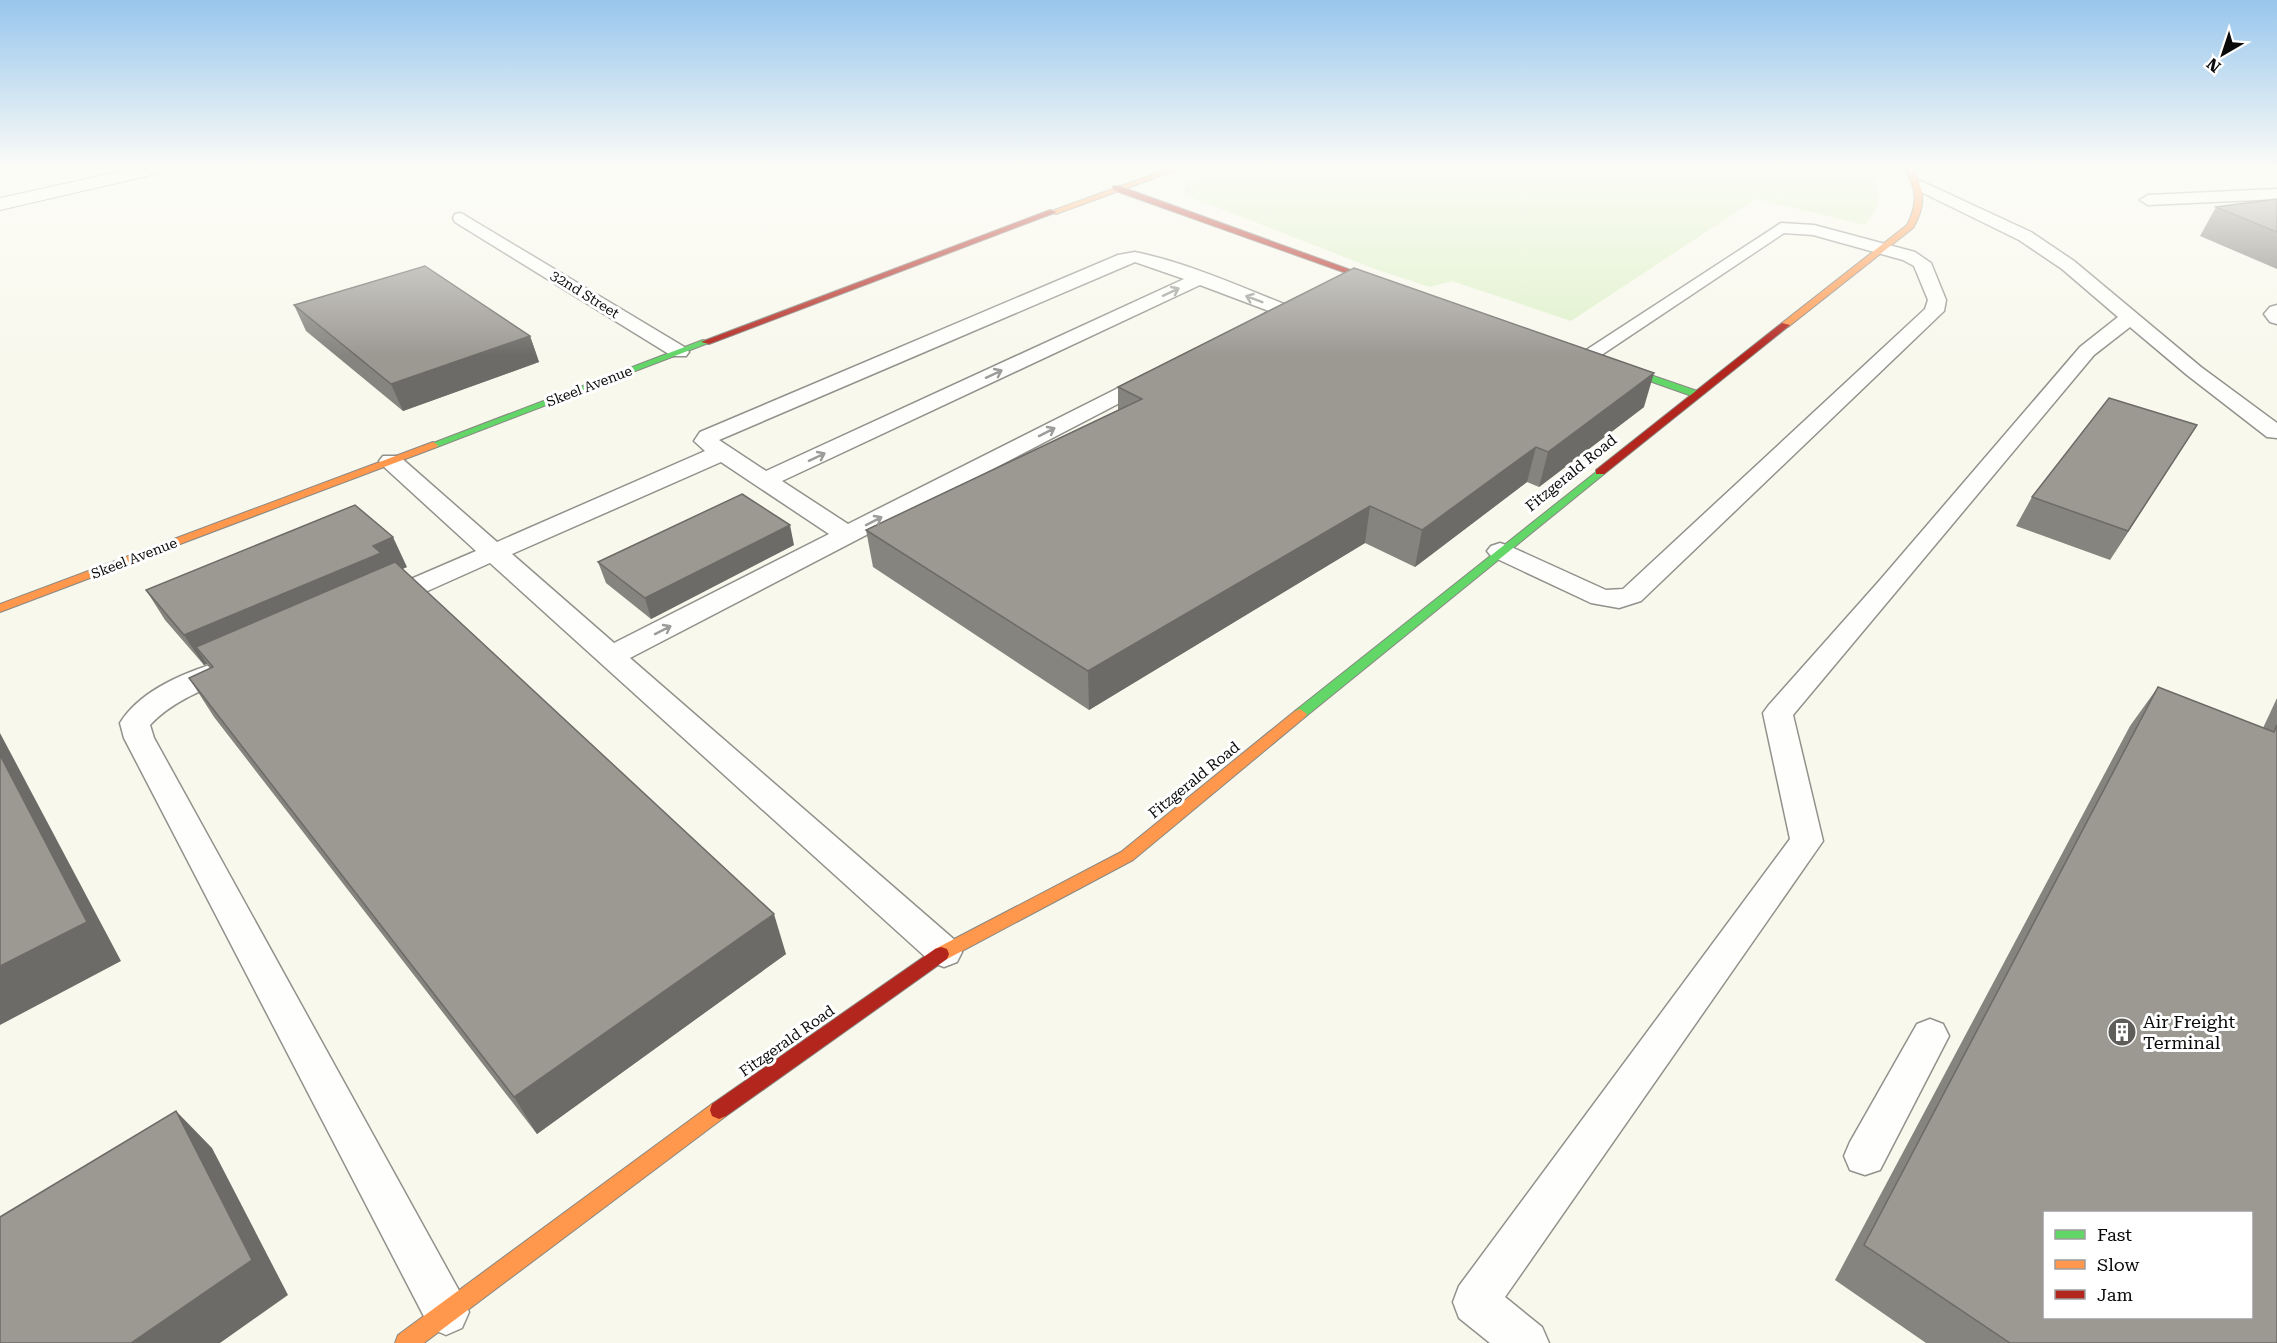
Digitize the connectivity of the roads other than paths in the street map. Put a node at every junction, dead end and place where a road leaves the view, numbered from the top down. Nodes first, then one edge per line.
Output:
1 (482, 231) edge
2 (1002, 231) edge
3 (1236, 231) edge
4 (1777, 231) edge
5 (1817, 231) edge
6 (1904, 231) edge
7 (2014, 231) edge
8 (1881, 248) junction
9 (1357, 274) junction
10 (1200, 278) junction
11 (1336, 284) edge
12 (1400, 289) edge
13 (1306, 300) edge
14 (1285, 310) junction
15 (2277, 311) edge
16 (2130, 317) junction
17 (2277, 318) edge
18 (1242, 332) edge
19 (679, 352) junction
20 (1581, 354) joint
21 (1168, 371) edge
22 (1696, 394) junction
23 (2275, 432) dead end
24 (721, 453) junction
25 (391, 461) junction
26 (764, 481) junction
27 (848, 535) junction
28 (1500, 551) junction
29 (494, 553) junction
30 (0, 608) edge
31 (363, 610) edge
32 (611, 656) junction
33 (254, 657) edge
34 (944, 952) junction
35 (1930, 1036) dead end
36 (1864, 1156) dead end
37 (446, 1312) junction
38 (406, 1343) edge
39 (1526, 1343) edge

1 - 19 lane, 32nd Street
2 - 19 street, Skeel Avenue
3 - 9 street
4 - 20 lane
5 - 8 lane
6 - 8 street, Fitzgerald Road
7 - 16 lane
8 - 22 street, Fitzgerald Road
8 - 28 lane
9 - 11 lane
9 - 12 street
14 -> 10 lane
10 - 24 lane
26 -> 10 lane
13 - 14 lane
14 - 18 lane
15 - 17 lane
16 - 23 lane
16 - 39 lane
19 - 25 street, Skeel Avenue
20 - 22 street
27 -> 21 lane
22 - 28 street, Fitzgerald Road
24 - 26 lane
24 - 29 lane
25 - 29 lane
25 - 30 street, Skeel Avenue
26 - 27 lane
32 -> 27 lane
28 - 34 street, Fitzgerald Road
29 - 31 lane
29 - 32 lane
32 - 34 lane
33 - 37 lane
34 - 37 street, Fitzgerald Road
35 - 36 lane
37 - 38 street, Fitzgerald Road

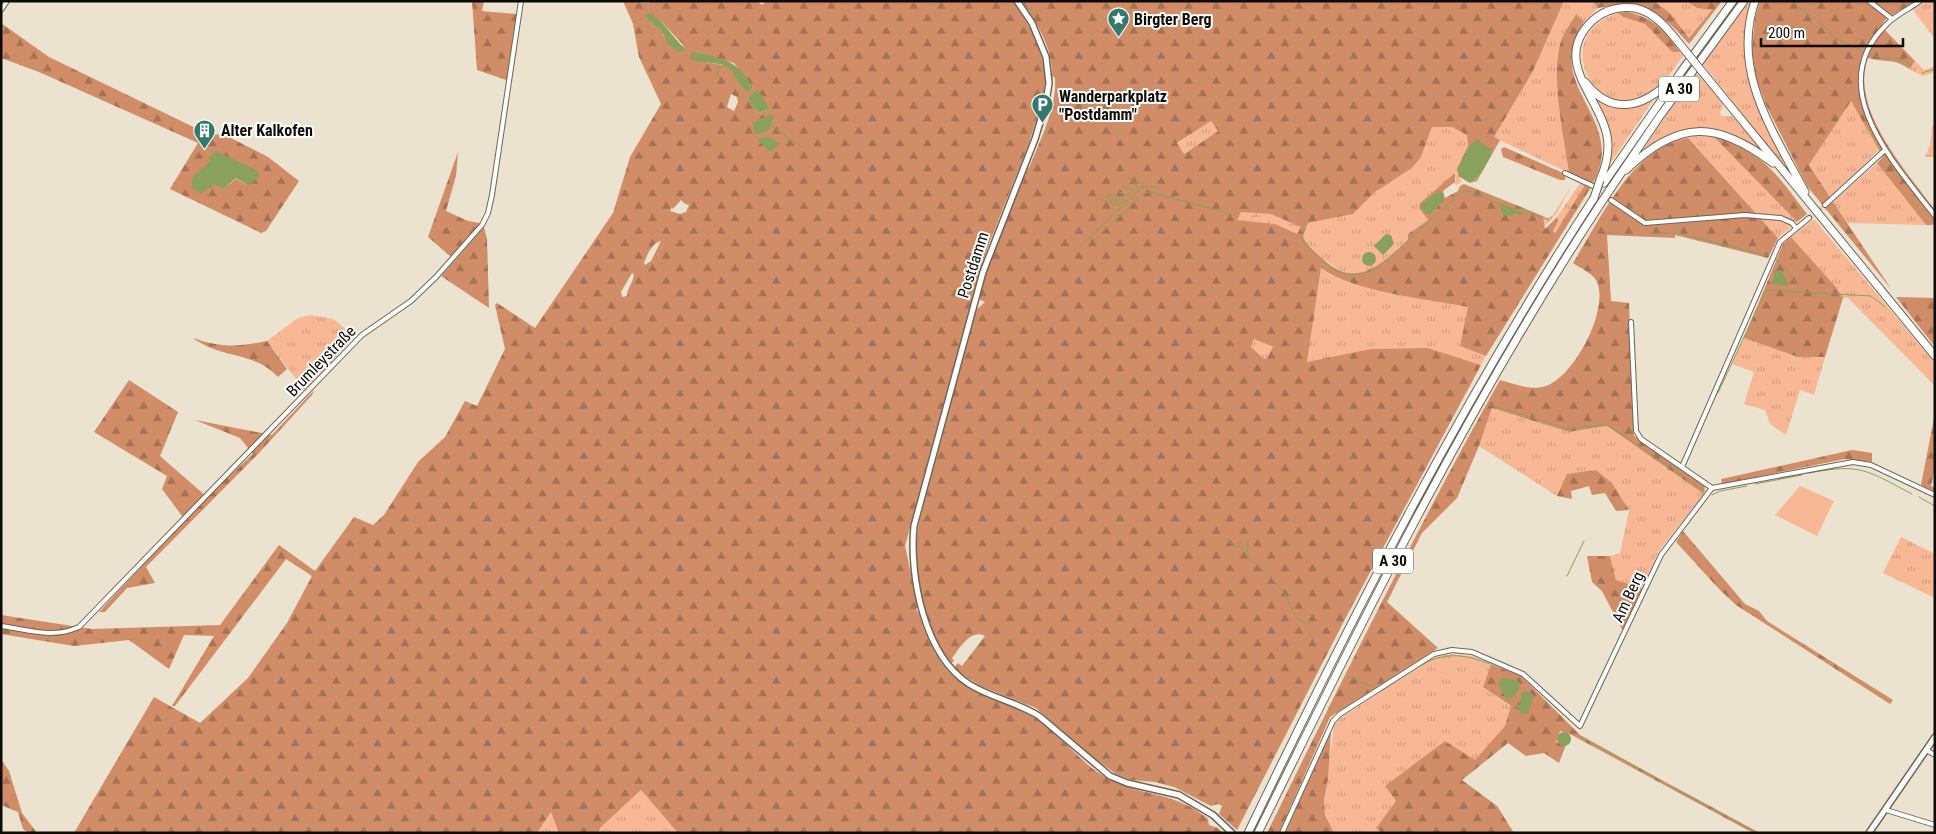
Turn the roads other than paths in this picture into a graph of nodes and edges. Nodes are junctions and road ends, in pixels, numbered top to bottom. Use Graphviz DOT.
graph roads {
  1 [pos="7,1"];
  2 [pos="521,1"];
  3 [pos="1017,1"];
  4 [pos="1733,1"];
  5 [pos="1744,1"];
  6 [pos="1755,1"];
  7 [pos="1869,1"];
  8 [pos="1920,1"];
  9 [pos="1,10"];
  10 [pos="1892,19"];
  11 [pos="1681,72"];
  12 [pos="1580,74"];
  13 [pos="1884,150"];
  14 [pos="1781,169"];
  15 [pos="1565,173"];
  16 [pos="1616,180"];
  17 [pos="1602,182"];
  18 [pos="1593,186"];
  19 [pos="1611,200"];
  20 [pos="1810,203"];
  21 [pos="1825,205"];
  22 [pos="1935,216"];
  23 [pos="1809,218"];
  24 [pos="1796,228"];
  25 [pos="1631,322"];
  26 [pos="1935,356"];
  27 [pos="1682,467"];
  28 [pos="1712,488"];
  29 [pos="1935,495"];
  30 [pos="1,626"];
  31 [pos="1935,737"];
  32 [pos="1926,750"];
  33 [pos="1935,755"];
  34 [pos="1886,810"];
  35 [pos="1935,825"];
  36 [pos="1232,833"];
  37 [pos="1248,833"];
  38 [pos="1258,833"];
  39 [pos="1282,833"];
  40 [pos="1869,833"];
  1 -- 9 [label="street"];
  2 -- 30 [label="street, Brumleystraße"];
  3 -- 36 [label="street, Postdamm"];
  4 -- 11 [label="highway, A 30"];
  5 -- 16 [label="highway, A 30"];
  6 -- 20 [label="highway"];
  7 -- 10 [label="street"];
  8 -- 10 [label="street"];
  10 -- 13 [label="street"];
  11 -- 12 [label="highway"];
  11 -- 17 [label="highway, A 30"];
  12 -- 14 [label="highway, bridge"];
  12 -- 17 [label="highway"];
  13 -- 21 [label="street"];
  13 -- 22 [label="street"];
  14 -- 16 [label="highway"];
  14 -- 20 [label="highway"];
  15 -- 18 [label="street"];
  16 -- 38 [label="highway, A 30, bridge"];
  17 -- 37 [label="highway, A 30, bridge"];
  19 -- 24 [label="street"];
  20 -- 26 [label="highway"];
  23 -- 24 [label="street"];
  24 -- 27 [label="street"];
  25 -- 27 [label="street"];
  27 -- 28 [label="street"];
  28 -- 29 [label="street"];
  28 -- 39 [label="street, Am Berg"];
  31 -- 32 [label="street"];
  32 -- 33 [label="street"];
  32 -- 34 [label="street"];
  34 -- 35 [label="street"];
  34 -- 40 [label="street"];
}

□ □ □ □ □

# TASK OBJECTIVE
Although the records contain pictures, print only the rest, exactly as written.

# ANSWER FOR THIS EXERCISE
Digitize the connectivity of the roads other than paths in the street map. Put a node at every junction, dead end and place where a road leaves the view, numbered from the top down. Nodes first, then one edge per line.
Output:
1 (482, 231) edge
2 (1002, 231) edge
3 (1236, 231) edge
4 (1777, 231) edge
5 (1817, 231) edge
6 (1904, 231) edge
7 (2014, 231) edge
8 (1881, 248) junction
9 (1357, 274) junction
10 (1200, 278) junction
11 (1336, 284) edge
12 (1400, 289) edge
13 (1306, 300) edge
14 (1285, 310) junction
15 (2277, 311) edge
16 (2130, 317) junction
17 (2277, 318) edge
18 (1242, 332) edge
19 (679, 352) junction
20 (1581, 354) joint
21 (1168, 371) edge
22 (1696, 394) junction
23 (2275, 432) dead end
24 (721, 453) junction
25 (391, 461) junction
26 (764, 481) junction
27 (848, 535) junction
28 (1500, 551) junction
29 (494, 553) junction
30 (0, 608) edge
31 (363, 610) edge
32 (611, 656) junction
33 (254, 657) edge
34 (944, 952) junction
35 (1930, 1036) dead end
36 (1864, 1156) dead end
37 (446, 1312) junction
38 (406, 1343) edge
39 (1526, 1343) edge

1 - 19 lane, 32nd Street
2 - 19 street, Skeel Avenue
3 - 9 street
4 - 20 lane
5 - 8 lane
6 - 8 street, Fitzgerald Road
7 - 16 lane
8 - 22 street, Fitzgerald Road
8 - 28 lane
9 - 11 lane
9 - 12 street
14 -> 10 lane
10 - 24 lane
26 -> 10 lane
13 - 14 lane
14 - 18 lane
15 - 17 lane
16 - 23 lane
16 - 39 lane
19 - 25 street, Skeel Avenue
20 - 22 street
27 -> 21 lane
22 - 28 street, Fitzgerald Road
24 - 26 lane
24 - 29 lane
25 - 29 lane
25 - 30 street, Skeel Avenue
26 - 27 lane
32 -> 27 lane
28 - 34 street, Fitzgerald Road
29 - 31 lane
29 - 32 lane
32 - 34 lane
33 - 37 lane
34 - 37 street, Fitzgerald Road
35 - 36 lane
37 - 38 street, Fitzgerald Road

Turn the roads other than paths in this picture into a graph of nodes and edges. Nodes are junctions and road ends, in pixels, numbered top to bottom. Use Graphviz DOT.
graph roads {
  1 [pos="7,1"];
  2 [pos="521,1"];
  3 [pos="1017,1"];
  4 [pos="1733,1"];
  5 [pos="1744,1"];
  6 [pos="1755,1"];
  7 [pos="1869,1"];
  8 [pos="1920,1"];
  9 [pos="1,10"];
  10 [pos="1892,19"];
  11 [pos="1681,72"];
  12 [pos="1580,74"];
  13 [pos="1884,150"];
  14 [pos="1781,169"];
  15 [pos="1565,173"];
  16 [pos="1616,180"];
  17 [pos="1602,182"];
  18 [pos="1593,186"];
  19 [pos="1611,200"];
  20 [pos="1810,203"];
  21 [pos="1825,205"];
  22 [pos="1935,216"];
  23 [pos="1809,218"];
  24 [pos="1796,228"];
  25 [pos="1631,322"];
  26 [pos="1935,356"];
  27 [pos="1682,467"];
  28 [pos="1712,488"];
  29 [pos="1935,495"];
  30 [pos="1,626"];
  31 [pos="1935,737"];
  32 [pos="1926,750"];
  33 [pos="1935,755"];
  34 [pos="1886,810"];
  35 [pos="1935,825"];
  36 [pos="1232,833"];
  37 [pos="1248,833"];
  38 [pos="1258,833"];
  39 [pos="1282,833"];
  40 [pos="1869,833"];
  1 -- 9 [label="street"];
  2 -- 30 [label="street, Brumleystraße"];
  3 -- 36 [label="street, Postdamm"];
  4 -- 11 [label="highway, A 30"];
  5 -- 16 [label="highway, A 30"];
  6 -- 20 [label="highway"];
  7 -- 10 [label="street"];
  8 -- 10 [label="street"];
  10 -- 13 [label="street"];
  11 -- 12 [label="highway"];
  11 -- 17 [label="highway, A 30"];
  12 -- 14 [label="highway, bridge"];
  12 -- 17 [label="highway"];
  13 -- 21 [label="street"];
  13 -- 22 [label="street"];
  14 -- 16 [label="highway"];
  14 -- 20 [label="highway"];
  15 -- 18 [label="street"];
  16 -- 38 [label="highway, A 30, bridge"];
  17 -- 37 [label="highway, A 30, bridge"];
  19 -- 24 [label="street"];
  20 -- 26 [label="highway"];
  23 -- 24 [label="street"];
  24 -- 27 [label="street"];
  25 -- 27 [label="street"];
  27 -- 28 [label="street"];
  28 -- 29 [label="street"];
  28 -- 39 [label="street, Am Berg"];
  31 -- 32 [label="street"];
  32 -- 33 [label="street"];
  32 -- 34 [label="street"];
  34 -- 35 [label="street"];
  34 -- 40 [label="street"];
}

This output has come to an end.